ASTM International Publishes Standard Test Method for Anisotropy Measurement

Nearly three years ago, members of the architectural glass and glazing industry, architects, engineers, machinery and equipment suppliers and other international stakeholders gathered together to address anisotropy measurement and develop an ASTM International standard test method. Louis Moreau, head of technology and innovation with AGNORA based in Collingswood, Ontario, chaired the task group working on these efforts. The industry now has a standard method to measure anisotropy in architectural glass, ASTM C1901-21, Standard Test Method for Measuring Optical Retardation in Flat Architectural Glass.

The new standard provides a repeatable test method to measure the optical anisotropy of architectural glass. The optical retardation values may be used to calculate and predict the amount of visible pattern, commonly known as anisotropy or iridescence, in heat-treated glass.

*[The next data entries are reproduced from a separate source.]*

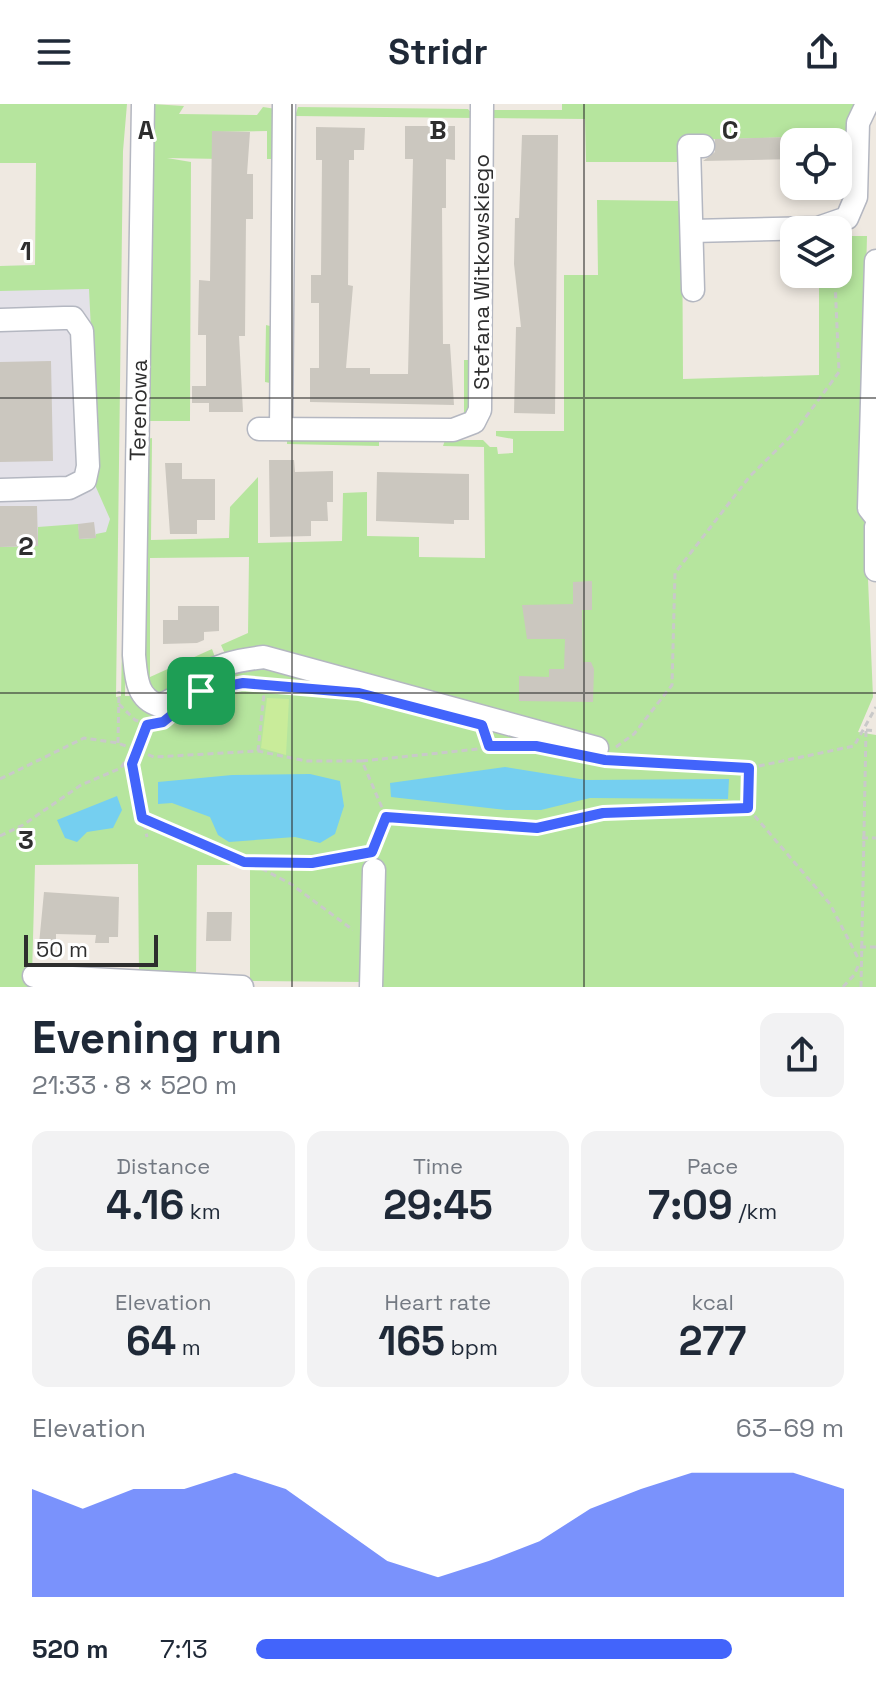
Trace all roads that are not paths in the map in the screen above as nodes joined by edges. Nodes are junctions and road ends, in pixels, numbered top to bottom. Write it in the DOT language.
graph roads {
  1 [pos="143,104"];
  2 [pos="284,104"];
  3 [pos="868,104"];
  4 [pos="482,111"];
  5 [pos="876,127"];
  6 [pos="703,146"];
  7 [pos="692,231"];
  8 [pos="876,261"];
  9 [pos="693,290"];
  10 [pos="0,320"];
  11 [pos="875,341"];
  12 [pos="0,490"];
  13 [pos="876,517"];
  14 [pos="876,527"];
  15 [pos="876,570"];
  16 [pos="601,754"];
  17 [pos="374,870"];
  18 [pos="34,976"];
  19 [pos="242,987"];
  20 [pos="371,987"];
  1 -- 16 [label="street, Terenowa"];
  2 -- 4 [label="street, Stefana Witkowskiego"];
  3 -- 5 [label="street"];
  3 -- 7 [label="street"];
  6 -- 7 [label="street"];
  7 -- 9 [label="street"];
  8 -- 11 [label="street"];
  10 -- 12 [label="street"];
  11 -- 13 [label="street"];
  14 -- 15 [label="street"];
  17 -- 20 [label="street"];
  18 -- 19 [label="street"];
}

According to Moreau, glass, in its annealed state, is isotropic, which means that values are the same no matter what direction they are measured. In this case, the velocity of light transmission remains constant in any direction. As soon as stress is introduced, the transmission values begin to differ, depending on the measure’s direction. The heat-treated glass becomes anisotropic.

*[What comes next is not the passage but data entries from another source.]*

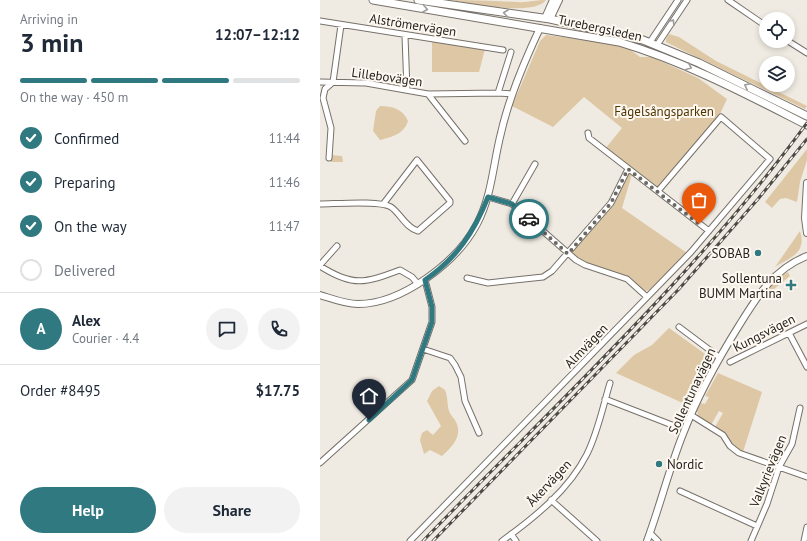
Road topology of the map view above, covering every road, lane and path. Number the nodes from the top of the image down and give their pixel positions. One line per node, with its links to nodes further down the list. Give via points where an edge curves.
1 (373, 0): 12 (main road, Turebergsleden, one-way to 12)
2 (418, 0): 8 (main road, Turebergsleden, one-way to 2)
3 (553, 0): 8 (street)
4 (559, 0): 8 (street)
5 (678, 0): 14 (street)
6 (687, 0): 14 (street, one-way to 6)
7 (728, 0): 10 (street)
8 (547, 18): 12 (main road); 14 (main road, Turebergsleden)
9 (320, 21): 11 (street, Alströmervägen)
10 (759, 21)
11 (341, 25): 13 (street, Alströmervägen); 21 (street)
12 (542, 29): 17 (main road, Turebergsleden, via 619,42); 25 (street)
13 (404, 36): 16 (street, Alströmervägen); 22 (street)
14 (654, 43): 17 (main road); 26 (main road, Turebergsleden, one-way to 14)
15 (795, 45): 19 (street)
16 (503, 50)
17 (650, 51): 27 (main road, Turebergsleden, one-way to 27, via 709,75)
18 (511, 52): 23 (street)
19 (807, 53)
20 (320, 82): 21 (street, Lillebovägen)
21 (333, 82): 22 (street, Lillebovägen, via 366,83); 30 (street, via 325,89 323,98 331,128)
22 (406, 90): 24 (street, Lillebovägen)
23 (498, 93): 24 (street, Lillebovägen); 25 (street, Lillebovägen)
24 (428, 94): 29 (street, Lillebovägen)
25 (512, 94): 35 (street, via 500,134)
26 (807, 116)
27 (807, 125)
28 (588, 133): 32 (street, via 589,138)
29 (465, 141)
30 (329, 158)
31 (535, 164): 38 (street)
32 (628, 169): 34 (street); 42 (street, via 611,203)
33 (807, 183): 39 (street, via 804,218)
34 (658, 191): 40 (street); 40 (street, Almvägen, via 721,117 770,159)
35 (488, 197): 38 (street); 46 (street, via 477,225 460,248)
36 (384, 203): 36 (street, via 418,231 450,204 450,201 417,160); 37 (street)
37 (320, 204)
38 (512, 204): 42 (street)
39 (807, 231)
40 (709, 232): 49 (street, Almvägen)
41 (337, 246): 44 (street)
42 (568, 254): 45 (street, via 544,277 488,283); 49 (street, via 585,265 627,279)
43 (807, 256): 54 (street, Sollentunavägen, via 789,265 769,281)
44 (320, 266): 47 (street, via 333,275 358,281 370,280 400,270)
45 (467, 278)
46 (425, 280): 47 (street); 53 (street, via 432,315)
47 (418, 284): 48 (street, via 375,303 343,303)
48 (320, 295)
49 (647, 297): 72 (street, Almvägen)
50 (807, 324): 52 (street, Kungsvägen)
51 (679, 327): 54 (street)
52 (789, 333): 55 (street, Kungsvägen); 56 (street)
53 (423, 349): 62 (street, via 450,358 455,365 461,377 465,401); 63 (street, via 412,380 403,390)
54 (719, 357): 60 (street, Sollentunavägen)
55 (730, 362)
56 (807, 367)
57 (610, 383): 58 (street, Åkervägen)
58 (605, 399): 61 (street); 67 (street, Åkervägen, via 588,453 579,468)
59 (800, 408): 64 (street, Valkyrievägen, via 792,444)
60 (691, 415): 64 (street, via 723,435 730,446 739,453); 70 (street, Sollentunavägen)
61 (672, 425)
62 (479, 433)
63 (320, 463)
64 (779, 467): 65 (street); 68 (street, Valkyrievägen)
65 (807, 477)
66 (680, 491): 68 (street)
67 (551, 500): 71 (street, Åkervägen); 75 (street)
68 (757, 526): 78 (street, Valkyrievägen)
69 (807, 526): 79 (street)
70 (650, 533): 76 (street, Sollentunavägen); 77 (street)
71 (511, 534): 73 (street, Åkervägen); 74 (street)
72 (410, 541)
73 (502, 541)
74 (516, 541)
75 (597, 541)
76 (647, 541)
77 (658, 541)
78 (751, 541)
79 (804, 541)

“The study of anisotropy is not new and has always been a point of contention between glass fabricators and purchasing stakeholders. Some fabricators are better at managing stress-induced optical distortion than others. Even so, variables such as time of year, humidity, glass thickness, tempering oven performance and even operators, among other variables, can change the heat-treated characteristics of glass day-to-day,” says Moreau, adding that the invention, adoption and growth of glass scanners capable of mapping retardation values has opened the door for proper measurement of heat-treated glass optical properties and paved the way for ASTM C1901-21.